His newfound friend smiled wolfishly and Staff said, ‘George, I suspect they’re not going to be pestering you as much as you think.’
Raven’s tongue lolled out with a dark twinkle in her eyes.
“Good thing we won’t be staying much longer.” That the Summoning didn’t even give him a twinge, he knew didn’t bode well, not at all.
Chapter 18: Bandits on the Road
The next day George, his sudden family, and the rest of the party traveled on, only days ahead of the oncoming Demonlord armies. The group rode well off the main road, traversing the forest, hoping to pass unnoticed.
Balfour had suddenly interposed his bay across his path as Cle’or returned from scouting ahead.
“Surely, you must admit we all could use a rest,” he said, gesturing to Cle’or and her fellow Cathartan escort, who signaled the all-clear. “We are not likely to find a better place to make camp than here in the deep woods.”
If George had hoped to continue traveling, that hope vanished as the black liveried, well-armed ladies of their escort made the decision for him.
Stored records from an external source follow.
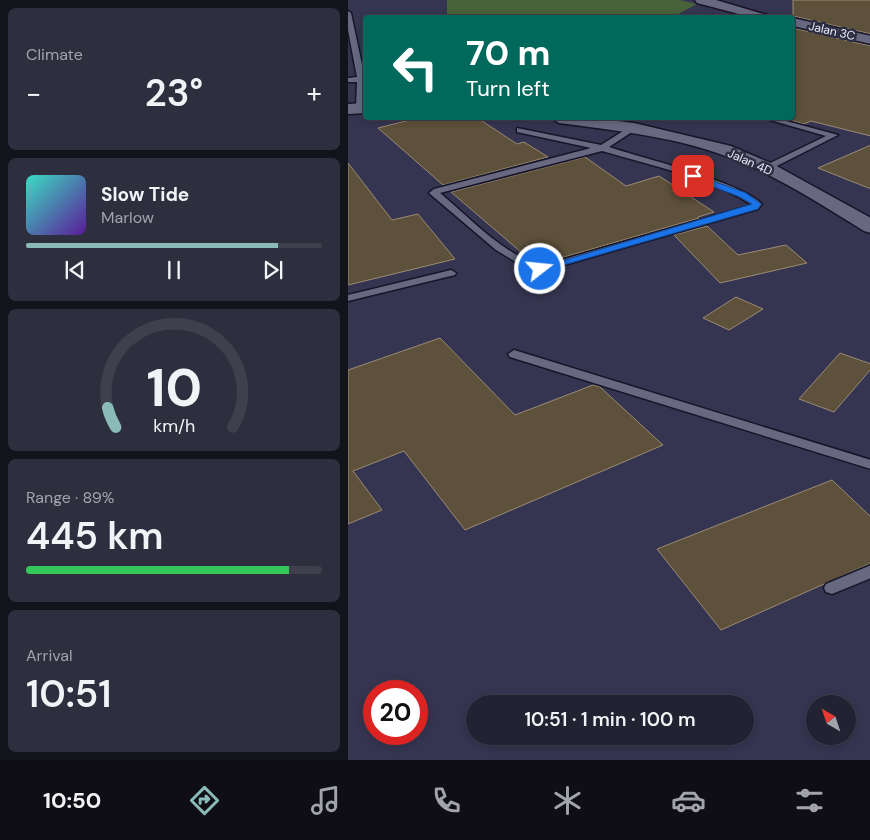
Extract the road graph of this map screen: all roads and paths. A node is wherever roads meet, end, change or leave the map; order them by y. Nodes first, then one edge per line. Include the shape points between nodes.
1 (701, 0) edge
2 (348, 13) edge
3 (743, 15) edge
4 (795, 22) edge
5 (870, 40) edge
6 (361, 79) junction
7 (348, 80) edge
8 (358, 108) edge
9 (574, 120) edge
10 (775, 120) edge
11 (634, 128) junction
12 (520, 130) dead end
13 (602, 148) junction
14 (767, 168) junction
15 (870, 227) edge
16 (451, 273) dead end
17 (348, 298) edge
18 (514, 354) dead end
19 (870, 465) edge
20 (870, 571) edge
21 (832, 588) dead end

1 - 3 street
2 - 6 lane
4 - 5 street, Jalan 3C
6 - 7 lane
6 - 8 lane
9 - 11 street, Jalan 4D
10 - 14 lane via 834,135
11 - 13 lane
11 - 14 street, Jalan 4D via 725,150
12 - 13 lane
13 - 13 lane via 711,182 757,204 540,269 513,257 434,194 437,190
14 - 15 street, Jalan 4D
16 - 17 lane
18 - 19 lane
20 - 21 lane

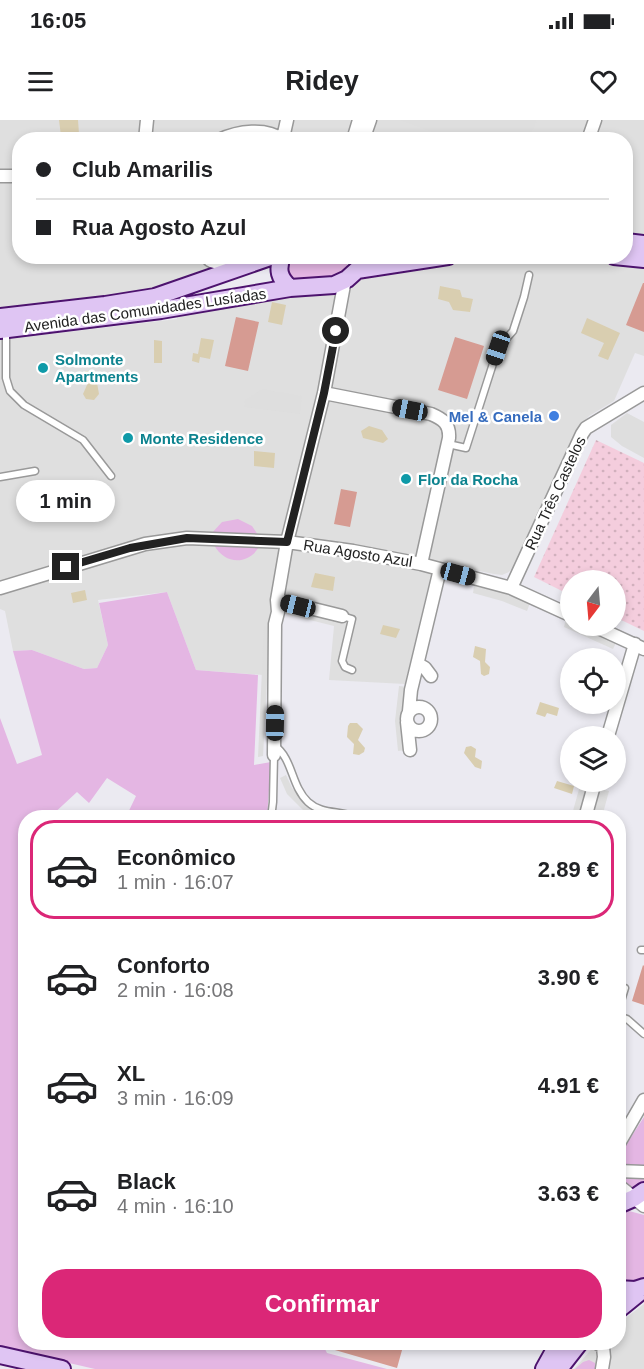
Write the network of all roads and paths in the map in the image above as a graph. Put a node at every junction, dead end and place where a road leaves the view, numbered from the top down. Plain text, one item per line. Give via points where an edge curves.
1 (242, 132) edge
2 (257, 132) edge
3 (250, 264) edge
4 (279, 264) edge
5 (386, 264) edge
6 (352, 269) edge
7 (529, 275) dead end
8 (316, 286) junction
9 (290, 288) junction
10 (339, 310) junction
11 (2, 325) edge
12 (324, 393) junction
13 (644, 393) edge
14 (447, 444) junction
15 (35, 471) dead end
16 (111, 476) dead end
17 (0, 477) edge
18 (287, 542) junction
19 (421, 564) junction
20 (439, 573) junction
21 (0, 588) edge
22 (511, 588) junction
23 (277, 600) junction
24 (560, 610) edge
25 (342, 616) joint
26 (616, 636) edge
27 (639, 646) edge
28 (417, 664) junction
29 (352, 670) dead end
30 (431, 676) dead end
31 (408, 716) junction
32 (611, 726) edge
33 (410, 750) dead end
34 (274, 751) junction
35 (592, 792) edge
36 (272, 810) edge
37 (324, 810) edge
38 (587, 810) edge
39 (626, 1019) edge
40 (644, 1035) edge
41 (644, 1100) edge
42 (626, 1131) edge
43 (626, 1172) edge
44 (644, 1172) edge
45 (626, 1190) edge
46 (642, 1200) edge
47 (626, 1203) edge
48 (644, 1288) edge
49 (626, 1289) edge
50 (626, 1303) edge
51 (555, 1350) edge
52 (574, 1350) edge
53 (603, 1350) edge
54 (0, 1355) edge
55 (62, 1369) edge
56 (544, 1369) edge
57 (560, 1369) edge
58 (602, 1369) edge

1 - 2 street
3 - 11 main road, Avenida das Comunidades Lusíadas via 155,297
4 - 9 main road, Avenida das Comunidades Lusíadas via 282,281
5 - 6 main road, Avenida das Comunidades Lusíadas
6 - 8 main road, Avenida das Comunidades Lusíadas via 334,285
6 - 10 street
7 - 14 lane via 513,331 498,348 466,448
8 - 9 main road, Avenida das Comunidades Lusíadas
8 - 10 street via 334,296
9 - 11 main road, Avenida das Comunidades Lusíadas via 150,312
10 - 12 street
11 - 16 lane via 10,392 24,405 83,440
12 - 14 street via 438,417 448,426
12 - 18 street
13 - 22 street, Rua Três Castelos via 613,417 586,428
14 - 19 street
15 - 17 lane
18 - 19 street, Rua Agosto Azul
18 - 21 street, Rua Agosto Azul via 187,538 153,543
18 - 23 street
19 - 20 street, Rua Agosto Azul
20 - 22 street, Rua Agosto Azul
20 - 28 street
22 - 24 street, Rua Agosto Azul
23 - 25 street
23 - 34 street
25 - 29 lane via 352,619 342,661
26 - 27 street
27 - 32 street
28 - 30 street
28 - 31 street
31 - 31 street via 418,706 429,711 425,736 411,728
31 - 33 street
34 - 36 lane
34 - 37 lane via 284,753 297,789 309,803
35 - 38 street
39 - 40 lane
41 - 42 street
43 - 44 street
45 - 46 street
46 - 47 main road
48 - 49 main road
48 - 50 main road
51 - 56 main road
52 - 57 main road
53 - 58 street
54 - 55 main road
All four of them dismounted. Raven watched from the back of her carefully chosen, rather placid mount, which was also t
he only horse willing to bear her.
Se’and, the nominal leader of the escort, blithely ordered her sisters to attend to the duties of making camp.
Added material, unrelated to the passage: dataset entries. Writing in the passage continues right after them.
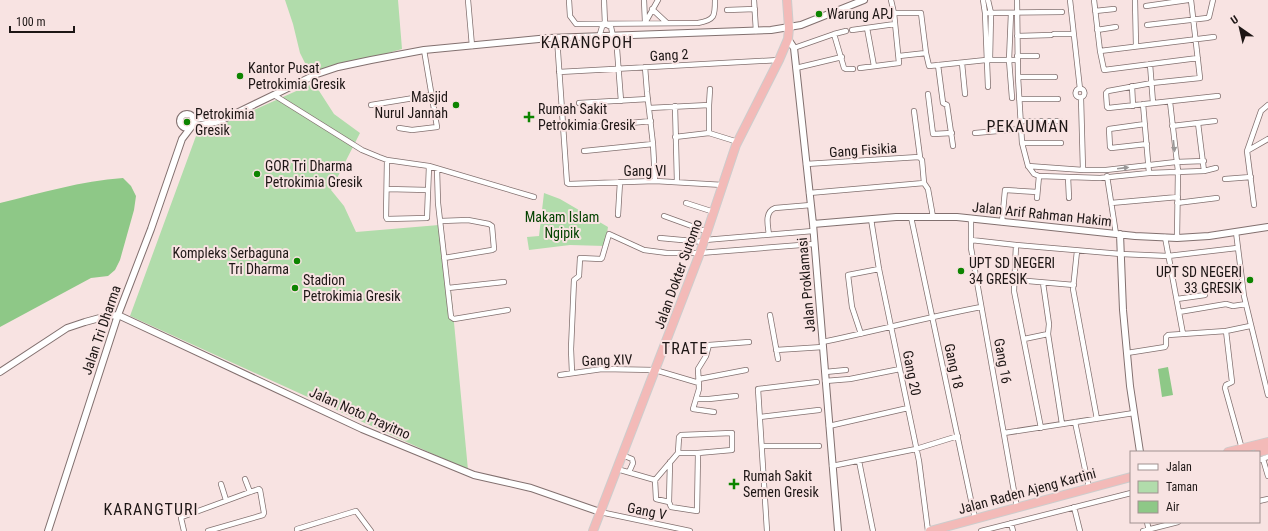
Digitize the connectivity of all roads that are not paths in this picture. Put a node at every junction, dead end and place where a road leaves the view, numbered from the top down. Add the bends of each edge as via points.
1 (468, 0) edge
2 (569, 0) edge
3 (604, 0) edge
4 (644, 0) edge
5 (658, 0) edge
6 (715, 0) edge
7 (754, 0) edge
8 (787, 0) edge
9 (864, 0) edge
10 (891, 0) edge
11 (983, 0) edge
12 (988, 0) edge
13 (1017, 0) edge
14 (1070, 0) edge
15 (1094, 0) edge
16 (1135, 0) edge
17 (1188, 0) edge
18 (1191, 0) edge
19 (1213, 0) edge
20 (1146, 6) dead end
21 (652, 9) junction
22 (755, 9) junction
23 (1114, 9) dead end
24 (727, 10) dead end
25 (1095, 11) junction
26 (1062, 12) dead end
27 (894, 13) junction
28 (985, 13) junction
29 (991, 13) junction
30 (1011, 13) junction
31 (1017, 13) junction
32 (1194, 19) junction
33 (645, 23) junction
34 (667, 23) junction
35 (606, 24) junction
36 (895, 24) junction
37 (1147, 25) dead end
38 (1116, 27) dead end
39 (789, 28) junction
40 (867, 28) junction
41 (1097, 30) junction
42 (756, 31) junction
43 (834, 34) junction
44 (1073, 34) junction
45 (599, 36) junction
46 (615, 36) junction
47 (1017, 36) junction
48 (1214, 37) dead end
49 (557, 38) junction
50 (788, 39) junction
51 (1196, 39) junction
52 (472, 46) junction
53 (1136, 46) junction
54 (794, 48) junction
55 (424, 50) junction
56 (1100, 51) junction
57 (926, 53) junction
58 (899, 56) junction
59 (1037, 56) dead end
60 (842, 57) junction
61 (1017, 58) junction
62 (1198, 58) junction
63 (779, 60) junction
64 (988, 60) junction
65 (1009, 60) junction
66 (962, 63) junction
67 (1150, 64) junction
68 (938, 65) junction
69 (874, 66) junction
70 (645, 67) junction
71 (796, 68) junction
72 (860, 68) dead end
73 (619, 69) junction
74 (853, 69) dead end
75 (559, 72) junction
76 (1018, 77) junction
77 (1054, 77) dead end
78 (1152, 83) junction
79 (1132, 86) junction
80 (988, 87) dead end
81 (710, 89) dead end
82 (928, 94) dead end
83 (965, 94) dead end
84 (274, 95) junction
85 (432, 95) junction
86 (1218, 96) dead end
87 (1012, 98) dead end
88 (648, 99) junction
89 (1019, 99) junction
90 (1058, 99) dead end
91 (621, 101) junction
92 (1170, 102) junction
93 (579, 103) dead end
94 (1153, 103) junction
95 (1143, 104) junction
96 (371, 105) dead end
97 (708, 105) junction
98 (1268, 105) edge
99 (675, 106) junction
100 (1134, 106) junction
101 (649, 108) junction
102 (914, 111) dead end
103 (651, 121) junction
104 (1020, 121) junction
105 (1060, 121) dead end
106 (1215, 121) dead end
107 (193, 123) junction
108 (1198, 123) junction
109 (181, 124) junction
110 (1145, 124) junction
111 (1172, 126) junction
112 (399, 128) dead end
113 (580, 128) dead end
114 (1021, 129) junction
115 (975, 132) dead end
116 (709, 133) junction
117 (952, 133) junction
118 (675, 137) junction
119 (182, 139) junction
120 (1268, 139) edge
121 (738, 142) junction
122 (1022, 143) junction
123 (1061, 143) dead end
124 (653, 144) junction
125 (1147, 144) junction
126 (953, 146) dead end
127 (1247, 151) junction
128 (584, 152) dead end
129 (921, 158) junction
130 (386, 160) junction
131 (1204, 161) junction
132 (1176, 162) junction
133 (806, 164) junction
134 (1149, 165) junction
135 (429, 166) junction
136 (1028, 166) junction
137 (1216, 168) dead end
138 (437, 169) junction
139 (1081, 170) junction
140 (1092, 170) junction
141 (1106, 170) junction
142 (1178, 171) junction
143 (1204, 171) junction
144 (1149, 173) junction
145 (1039, 176) junction
146 (1068, 177) junction
147 (1251, 177) junction
148 (1078, 178) junction
149 (1107, 178) junction
150 (1094, 179) junction
151 (1225, 179) dead end
152 (655, 181) junction
153 (620, 182) junction
154 (677, 182) junction
155 (924, 184) junction
156 (723, 185) junction
157 (387, 190) junction
158 (428, 190) junction
159 (1037, 192) junction
160 (809, 193) junction
161 (534, 197) dead end
162 (1178, 197) junction
163 (1037, 198) dead end
164 (1069, 198) dead end
165 (1218, 198) dead end
166 (686, 203) dead end
167 (1111, 203) junction
168 (1177, 203) junction
169 (811, 205) junction
170 (1254, 205) dead end
171 (714, 212) junction
172 (618, 215) dead end
173 (664, 216) dead end
174 (912, 217) junction
175 (933, 217) junction
176 (971, 218) junction
177 (870, 219) junction
178 (441, 220) junction
179 (1002, 222) junction
180 (1268, 227) edge
181 (813, 228) junction
182 (1236, 232) junction
183 (1118, 234) junction
184 (769, 235) junction
185 (1165, 237) junction
186 (660, 238) dead end
187 (705, 238) junction
188 (1177, 238) junction
189 (971, 240) junction
190 (814, 244) junction
191 (1016, 245) junction
192 (1237, 248) junction
193 (1077, 251) junction
194 (700, 253) junction
195 (1121, 254) junction
196 (1168, 256) junction
197 (444, 258) junction
198 (879, 269) junction
199 (1015, 280) junction
200 (504, 282) dead end
201 (1043, 283) junction
202 (1074, 285) junction
203 (448, 288) junction
204 (1205, 295) dead end
205 (1177, 299) junction
206 (1246, 304) junction
207 (982, 307) junction
208 (508, 310) dead end
209 (1179, 312) junction
210 (118, 315) junction
211 (770, 315) dead end
212 (932, 316) junction
213 (1250, 326) junction
214 (891, 328) junction
215 (1226, 332) junction
216 (861, 334) junction
217 (1048, 334) junction
218 (1183, 334) junction
219 (1024, 339) junction
220 (749, 342) dead end
221 (823, 345) junction
222 (776, 350) junction
223 (1127, 352) junction
224 (778, 359) dead end
225 (900, 369) junction
226 (655, 370) junction
227 (746, 370) dead end
228 (846, 370) dead end
229 (0, 372) edge
230 (825, 372) junction
231 (572, 373) junction
232 (560, 375) dead end
233 (699, 381) junction
234 (826, 381) junction
235 (817, 382) dead end
236 (1268, 395) edge
237 (736, 396) dead end
238 (696, 399) junction
239 (908, 408) junction
240 (819, 410) dead end
241 (714, 412) dead end
242 (1134, 413) junction
243 (760, 417) junction
244 (1097, 419) junction
245 (1075, 422) junction
246 (1062, 424) junction
247 (829, 426) junction
248 (1041, 428) junction
249 (1004, 433) junction
250 (958, 436) junction
251 (1268, 442) edge
252 (762, 446) junction
253 (819, 446) dead end
254 (1242, 448) junction
255 (916, 449) junction
256 (1268, 450) edge
257 (1140, 451) edge
258 (1232, 451) edge
259 (678, 453) junction
260 (698, 453) junction
261 (622, 454) junction
262 (1262, 457) edge
263 (860, 461) junction
264 (670, 462) junction
265 (832, 466) junction
266 (617, 469) junction
267 (629, 472) junction
268 (1268, 476) edge
269 (245, 479) dead end
270 (654, 480) junction
271 (1128, 481) edge
272 (221, 484) dead end
273 (1113, 485) junction
274 (1089, 488) junction
275 (250, 492) junction
276 (1130, 494) edge
277 (226, 500) junction
278 (669, 502) junction
279 (1074, 507) junction
280 (1017, 508) junction
281 (600, 512) junction
282 (975, 519) junction
283 (1011, 523) junction
284 (1174, 523) edge
285 (1149, 530) edge
286 (48, 531) edge
287 (184, 531) edge
288 (208, 531) edge
289 (297, 531) edge
290 (371, 531) edge
291 (593, 531) edge
292 (690, 531) edge
293 (767, 531) edge
294 (838, 531) edge
295 (873, 531) edge
296 (929, 531) edge
297 (949, 531) edge
298 (982, 531) edge
299 (1013, 531) edge
300 (1080, 531) edge
301 (1143, 531) edge

1 - 52 street
2 - 35 street via 570,16 576,24
3 - 35 street
4 - 33 street
5 - 21 street
6 - 34 street via 715,13 709,20 698,23
7 - 22 street
8 - 39 highway, Jalan Dokter Sutomo
9 - 39 main road
10 - 27 street
11 - 28 street
12 - 29 street
13 - 31 street
14 - 44 street
15 - 25 street
16 - 53 street
17 - 20 street
18 - 32 street
19 - 32 street via 1210,17
21 - 33 street
21 - 34 street
22 - 24 street
22 - 42 street
23 - 25 street
25 - 41 street
26 - 31 street
27 - 36 street
27 - 57 street via 921,13
28 - 29 street
28 - 64 street
29 - 30 street
29 - 64 street
30 - 31 street
30 - 65 street
31 - 47 street
32 - 37 street
32 - 51 street
33 - 34 street
33 - 35 street
35 - 45 street via 602,26
35 - 46 street via 611,27
36 - 40 street
36 - 58 street
38 - 41 street
39 - 42 main road
39 - 50 highway, Jalan Dokter Sutomo
40 - 43 street
40 - 69 street
41 - 56 street
42 - 46 main road
43 - 54 street
43 - 60 street
44 - 47 street
44 - 139 street via 1080,89 1085,92 1081,98
45 - 46 main road
45 - 49 main road
46 - 73 street
47 - 61 street
48 - 51 street
49 - 52 main road
49 - 75 street
50 - 54 main road, Jalan Proklamasi
50 - 63 highway, Jalan Dokter Sutomo
51 - 53 street
51 - 62 street
52 - 55 main road
53 - 56 street
54 - 71 main road, Jalan Proklamasi
55 - 84 main road via 346,65 317,74
55 - 85 street
56 - 67 street via 1104,70
57 - 58 street
57 - 68 street via 928,65
58 - 69 street via 898,64
59 - 61 street
60 - 71 street
60 - 74 street via 844,69
61 - 65 street
61 - 76 street
62 - 67 street
62 - 78 street via 1200,78
63 - 70 street, Gang 2
63 - 121 highway, Jalan Dokter Sutomo
64 - 65 street
64 - 66 street
64 - 80 street
65 - 87 street
66 - 68 street
66 - 83 street
67 - 78 street
68 - 117 street via 943,103 946,105
69 - 72 street
70 - 73 street, Gang 2
70 - 88 street
71 - 133 main road, Jalan Proklamasi
73 - 75 street, Gang 2
73 - 91 street
75 - 153 street, Gang VI via 566,182
76 - 77 street
76 - 89 street
78 - 79 street
78 - 94 street
79 - 100 street
79 - 100 street via 1106,92 1107,107
81 - 97 street
82 - 117 street via 933,134
84 - 107 main road via 230,117 220,116
84 - 130 street via 362,150
85 - 96 street
85 - 112 street via 437,126 412,130
86 - 92 street
88 - 91 street
88 - 101 street
89 - 90 street
89 - 104 street
91 - 93 street
92 - 94 street
92 - 111 street
94 - 95 street
95 - 100 street
95 - 110 street
97 - 99 street
97 - 116 street
98 - 127 street via 1261,110
99 - 101 street
99 - 118 street
101 - 103 street
102 - 129 street
103 - 113 street
103 - 124 street
104 - 105 street
104 - 114 street
106 - 108 street
107 - 109 main road via 186,128
107 - 109 main road via 190,115 185,114 180,118
107 - 119 main road, Jalan Tri Dharma
108 - 111 street
108 - 131 street
109 - 119 main road, Jalan Tri Dharma
110 - 125 street
110 - 125 street via 1109,129 1110,147
111 -> 132 street
114 - 115 street
114 - 122 street
116 - 118 street
116 - 121 street
117 - 126 street
118 - 154 street
119 - 210 main road, Jalan Tri Dharma
120 - 127 street
121 - 156 highway, Jalan Dokter Sutomo
122 - 123 street
122 - 136 street
124 - 128 street
124 - 152 street
125 - 134 street
127 - 147 street
129 - 133 street, Gang Fisikia
129 - 155 street
130 - 135 street
130 - 157 street
131 - 132 street
131 - 143 street
132 - 134 street
132 - 142 street
133 - 160 main road, Jalan Proklamasi
141 -> 134 street
134 - 144 street
135 - 138 street
135 - 158 street
136 - 139 street
136 - 145 street
137 - 143 street
138 - 161 street
138 - 178 street
139 - 140 street
139 - 148 street
140 - 141 street
140 - 150 street
141 - 149 street
142 - 143 street
142 - 144 street
142 - 162 street
144 - 149 street
145 - 146 street
145 - 159 street
146 - 148 street
146 - 164 street
147 - 151 street
147 - 170 street
148 - 150 street
149 - 150 street
149 - 167 street
152 - 153 street, Gang VI
152 - 154 street, Gang VI
153 - 172 street
154 - 156 street, Gang VI
155 - 160 street
155 - 175 street via 928,189
156 - 171 highway, Jalan Dokter Sutomo
157 - 158 street
157 - 158 street via 388,218 427,218
159 - 163 street
159 - 179 street via 1005,191
160 - 169 main road, Jalan Proklamasi
162 - 167 street
162 - 168 street
165 - 168 street
166 - 171 street
167 - 183 street
168 - 188 street
169 - 181 main road, Jalan Proklamasi
169 - 184 street via 770,210
171 - 187 highway, Jalan Dokter Sutomo
173 - 187 street
174 - 175 main road, Jalan Arif Rahman Hakim
174 - 177 main road, Jalan Arif Rahman Hakim
174 - 212 street, Gang 18
175 - 176 main road, Jalan Arif Rahman Hakim
176 - 179 main road, Jalan Arif Rahman Hakim
176 - 189 street, Gang 16
177 - 181 main road, Jalan Arif Rahman Hakim
177 - 198 street, Gang 20
178 - 197 street
178 - 197 street via 468,220 489,224 492,226 494,249
179 - 183 main road, Jalan Arif Rahman Hakim
180 - 182 main road, Jalan Arif Rahman Hakim
181 - 184 street
181 - 190 main road, Jalan Proklamasi
182 - 188 main road, Jalan Arif Rahman Hakim
182 - 192 street
183 - 185 main road, Jalan Arif Rahman Hakim
183 - 195 main road
184 - 187 street
185 - 188 main road, Jalan Arif Rahman Hakim
185 - 196 street
186 - 187 street
187 - 194 highway, Jalan Dokter Sutomo
189 - 191 street
189 - 207 street, Gang 16
190 - 194 street
190 - 221 main road, Jalan Proklamasi
191 - 193 street
191 - 199 street
192 - 196 street
192 - 206 street
193 - 195 street
193 - 202 street
194 - 226 highway, Jalan Dokter Sutomo
194 - 231 street via 644,250 608,234 601,259 580,258 578,276 573,285
195 - 196 street
195 - 223 main road
196 - 205 street
197 - 203 street
198 - 214 street, Gang 20
198 - 216 street via 848,276 852,307
199 - 201 street
199 - 219 street via 1014,291
200 - 203 street
201 - 202 street
201 - 217 street
202 - 244 street
203 - 208 street via 450,317 453,319
204 - 205 street
205 - 209 street
206 - 209 street via 1226,304
206 - 213 street
207 - 212 street
207 - 249 street, Gang 16
209 - 218 street
210 - 229 main road via 67,328
210 - 281 main road, Jalan Noto Prayitno via 362,429 474,475 531,488
210 - 286 main road, Jalan Tri Dharma
211 - 222 street
212 - 214 street
212 - 250 street, Gang 18
213 - 215 street
213 - 236 street
214 - 216 street
214 - 225 street, Gang 20
215 - 218 street
215 - 254 street via 1232,382 1225,388
216 - 221 street
217 - 219 street
217 - 246 street
218 - 223 street via 1167,336 1164,348
219 - 248 street
220 - 233 street via 709,345 698,369
221 - 222 street
221 - 230 main road, Jalan Proklamasi
222 - 224 street
223 - 242 main road
225 - 234 street
225 - 239 street, Gang 20
226 - 231 street, Gang XIV via 602,369
226 - 233 street, Gang XIV
226 - 261 highway, Jalan Dokter Sutomo
227 - 233 street
228 - 230 street
230 - 234 main road, Jalan Proklamasi
231 - 232 street, Gang XIV
233 - 238 street
234 - 247 main road, Jalan Proklamasi
235 - 243 street via 758,390
237 - 238 street
238 - 241 street via 692,409
239 - 247 street
239 - 255 street, Gang 20
240 - 243 street
242 - 244 street
242 - 257 main road
243 - 252 street
244 - 245 street
245 - 246 street
245 - 274 street
246 - 248 street
247 - 265 main road, Jalan Proklamasi
248 - 249 street
249 - 280 street, Gang 16
250 - 255 street
250 - 282 street, Gang 18
251 - 254 highway
252 - 253 street
252 - 293 street
254 - 258 highway
255 - 263 street
255 - 296 street, Gang 20
256 - 262 highway
259 - 260 street
259 - 260 street via 680,436 732,433 732,450
259 - 264 street
260 - 278 street via 697,511 672,507
261 - 266 highway, Jalan Dokter Sutomo
261 - 267 street via 632,459
262 - 268 street
263 - 265 street
263 - 295 street
264 - 270 street
264 - 278 street
265 - 294 main road, Jalan Proklamasi
266 - 267 street
266 - 281 highway, Jalan Dokter Sutomo
267 - 270 street
269 - 275 street
270 - 278 street via 656,500
271 - 273 highway, Jalan Raden Ajeng Kartini
272 - 277 street
273 - 274 highway, Jalan Raden Ajeng Kartini
273 - 297 highway, Jalan Raden Ajeng Kartini
274 - 280 highway, Jalan Raden Ajeng Kartini
275 - 277 street
275 - 288 street via 260,490 263,515
276 - 279 street
277 - 287 street via 181,517
279 - 283 street
279 - 300 street
280 - 282 highway, Jalan Raden Ajeng Kartini
281 - 291 highway, Jalan Dokter Sutomo
281 - 292 street, Gang V
282 - 296 highway, Jalan Raden Ajeng Kartini
283 - 298 street
283 - 299 street
284 - 285 street
285 - 301 street
289 - 290 street via 356,511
“This is ridiculous!” George said. “We need to get as much distance as we can from Edous as quickly as we can!”
Balfour frowned, “Gee-orj, the Summoning is not driving you to distraction. So no mageborn threat pursues us.”
At mention of the spell that beckoned him ever closer to the Aqwaine Empire, George said, “So what? Must I be irrational to want to push on as fast as we can?”
‘The probability,’ whispered the computer staff in George’s mind, ‘of such an event at this point, after the precautions thus far taken, is only 19.362%.’
He glared at the tall staff in his hand.
“Enough! I’ll not argue with both of you,” said George.
Se’and glanced at her older companion Me’oh, who aided Balfour.
The Cathartan women were growing accustomed to the strange by-play between their human mage Lord Je’orj and his magical staff, which they were often reminded was not a thing of magery but was something called a “computer.” George was a bit of an enigma to them all. He seemed to be a human mage, something which should be impossible. Humans were said to have no magic. Only those of elvin blood, however minute, could claim such talent. Yet the Cathartans had seen firsthand that George could wield high magery.
The youngest Cathartan, Fri’il, dutifully took hold of George’s bridle as he dismounted. She smiled up at him even as the black-haired girl, Raven, the youngest of their party, leapt from her startled horse’s back. Before anyone could think to prevent her she threw off her hand-me-down black livery, her sole garment, and raced toward the sound of rippling water, which only she could hear behind the bank of trees to their right.
Se’and groaned then shouted at her foster daughter, “Raven, come back here this instant! You cannot just scamper about naked! You are human and will behave like one!”
The girl came to a halt looking chagrined. So crestfallen was she that George could not help but laugh. “Oh, what’s the use! You deserve a break too after more than a week of hard riding!”